##### Data #####
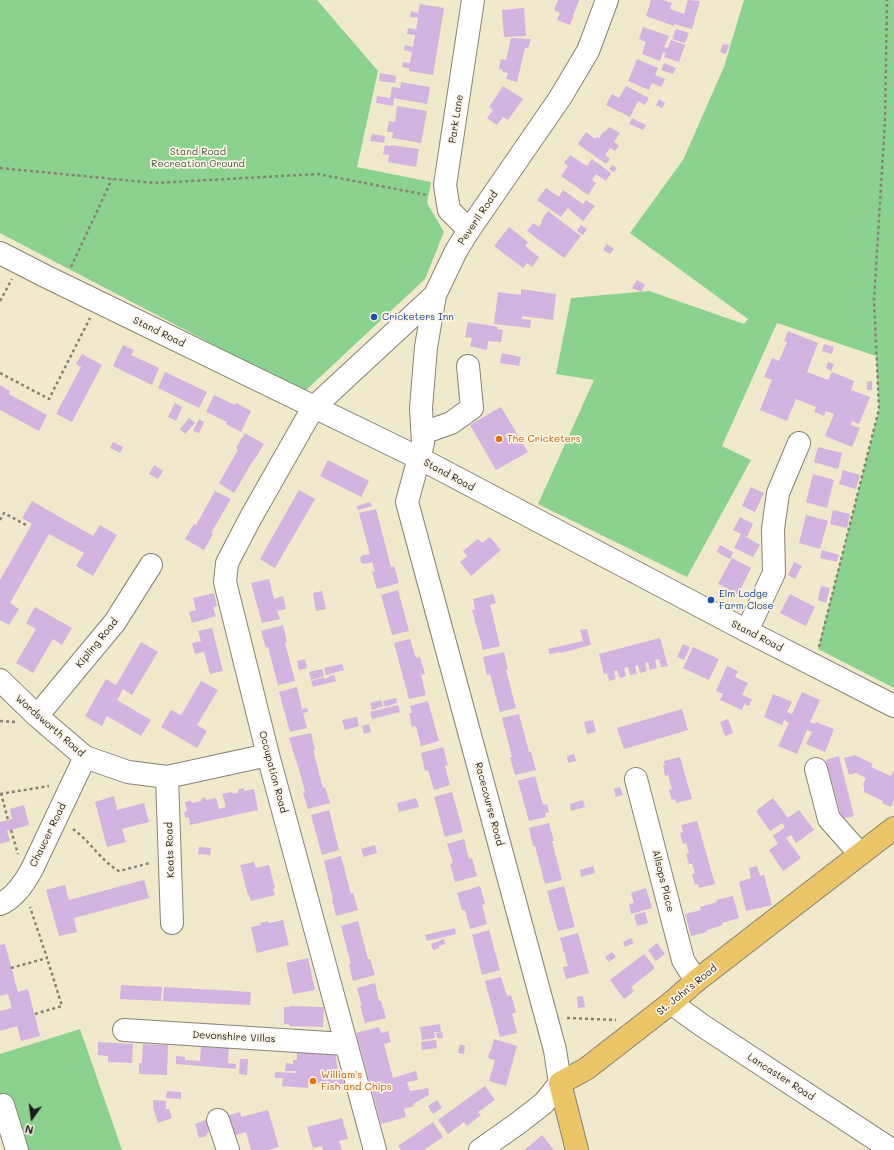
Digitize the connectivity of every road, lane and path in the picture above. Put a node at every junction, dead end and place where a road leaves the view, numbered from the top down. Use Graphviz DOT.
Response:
graph roads {
  1 [pos="473,0"];
  2 [pos="607,0"];
  3 [pos="887,0"];
  4 [pos="0,168"];
  5 [pos="112,179"];
  6 [pos="446,196"];
  7 [pos="469,230"];
  8 [pos="0,253"];
  9 [pos="63,285"];
  10 [pos="435,295"];
  11 [pos="98,302"];
  12 [pos="468,366"];
  13 [pos="0,373"];
  14 [pos="313,408"];
  15 [pos="422,433"];
  16 [pos="798,443"];
  17 [pos="419,458"];
  18 [pos="0,520"];
  19 [pos="26,525"];
  20 [pos="151,565"];
  21 [pos="747,631"];
  22 [pos="814,665"];
  23 [pos="0,680"];
  24 [pos="894,706"];
  25 [pos="37,716"];
  26 [pos="268,756"];
  27 [pos="85,757"];
  28 [pos="816,769"];
  29 [pos="168,777"];
  30 [pos="636,778"];
  31 [pos="72,786"];
  32 [pos="1,793"];
  33 [pos="8,820"];
  34 [pos="55,820"];
  35 [pos="894,828"];
  36 [pos="860,854"];
  37 [pos="170,858"];
  38 [pos="23,885"];
  39 [pos="0,904"];
  40 [pos="172,923"];
  41 [pos="47,958"];
  42 [pos="11,968"];
  43 [pos="696,981"];
  44 [pos="671,1003"];
  45 [pos="35,1014"];
  46 [pos="546,1018"];
  47 [pos="124,1030"];
  48 [pos="632,1033"];
  49 [pos="345,1044"];
  50 [pos="560,1083"];
  51 [pos="3,1105"];
  52 [pos="218,1120"];
  53 [pos="17,1150"];
  54 [pos="228,1150"];
  55 [pos="375,1150"];
  56 [pos="480,1150"];
  57 [pos="577,1150"];
  58 [pos="892,1150"];
  1 -- 6 [label="street, Park Lane"];
  2 -- 7 [label="street, Peveril Road"];
  3 -- 22 [label="path"];
  4 -- 5 [label="path"];
  5 -- 6 [label="path"];
  5 -- 9 [label="path"];
  6 -- 7 [label="street, Park Lane"];
  7 -- 10 [label="street, Peveril Road"];
  8 -- 9 [label="street, Stand Road"];
  9 -- 11 [label="street, Stand Road"];
  10 -- 14 [label="street, Occupation Road"];
  10 -- 15 [label="street, Peveril Road"];
  11 -- 13 [label="path"];
  11 -- 14 [label="street, Stand Road"];
  12 -- 15 [label="street"];
  14 -- 17 [label="street, Stand Road"];
  14 -- 26 [label="street, Occupation Road"];
  15 -- 17 [label="street, Peveril Road"];
  16 -- 21 [label="street"];
  17 -- 21 [label="street, Stand Road"];
  17 -- 46 [label="street, Racecourse Road"];
  18 -- 19 [label="path"];
  20 -- 25 [label="street, Kipling Road"];
  21 -- 22 [label="street, Stand Road"];
  22 -- 24 [label="street, Stand Road"];
  23 -- 25 [label="street, Wordsworth Road"];
  25 -- 27 [label="street, Wordsworth Road"];
  26 -- 29 [label="street, Wordsworth Road"];
  26 -- 49 [label="street, Occupation Road"];
  27 -- 29 [label="street, Wordsworth Road"];
  27 -- 31 [label="street, Chaucer Road"];
  28 -- 36 [label="street"];
  29 -- 37 [label="street, Keats Road"];
  30 -- 43 [label="street, Allsops Place"];
  31 -- 32 [label="path"];
  31 -- 34 [label="street, Chaucer Road"];
  32 -- 33 [label="path"];
  34 -- 37 [label="path"];
  34 -- 38 [label="street, Chaucer Road"];
  35 -- 36 [label="main road, St. John's Road"];
  36 -- 43 [label="main road, St. John's Road"];
  37 -- 40 [label="street, Keats Road"];
  38 -- 39 [label="street, Chaucer Road"];
  38 -- 41 [label="path"];
  41 -- 42 [label="path"];
  41 -- 45 [label="path"];
  43 -- 44 [label="main road, St. John's Road"];
  44 -- 48 [label="main road, St. John's Road"];
  44 -- 58 [label="street, Lancaster Road"];
  46 -- 48 [label="path"];
  46 -- 50 [label="street, Racecourse Road"];
  47 -- 49 [label="street, Devonshire Villas"];
  48 -- 50 [label="main road, St. John's Road"];
  49 -- 55 [label="street, Occupation Road"];
  50 -- 56 [label="street, St. John's Road"];
  50 -- 57 [label="main road, Racecourse Road"];
  51 -- 53 [label="street"];
  52 -- 54 [label="street"];
}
#####
* [Problem details]: Over the whole listing above, give the number of lines in which "Keats" occurs, and no other words.

* [Completed task]: 2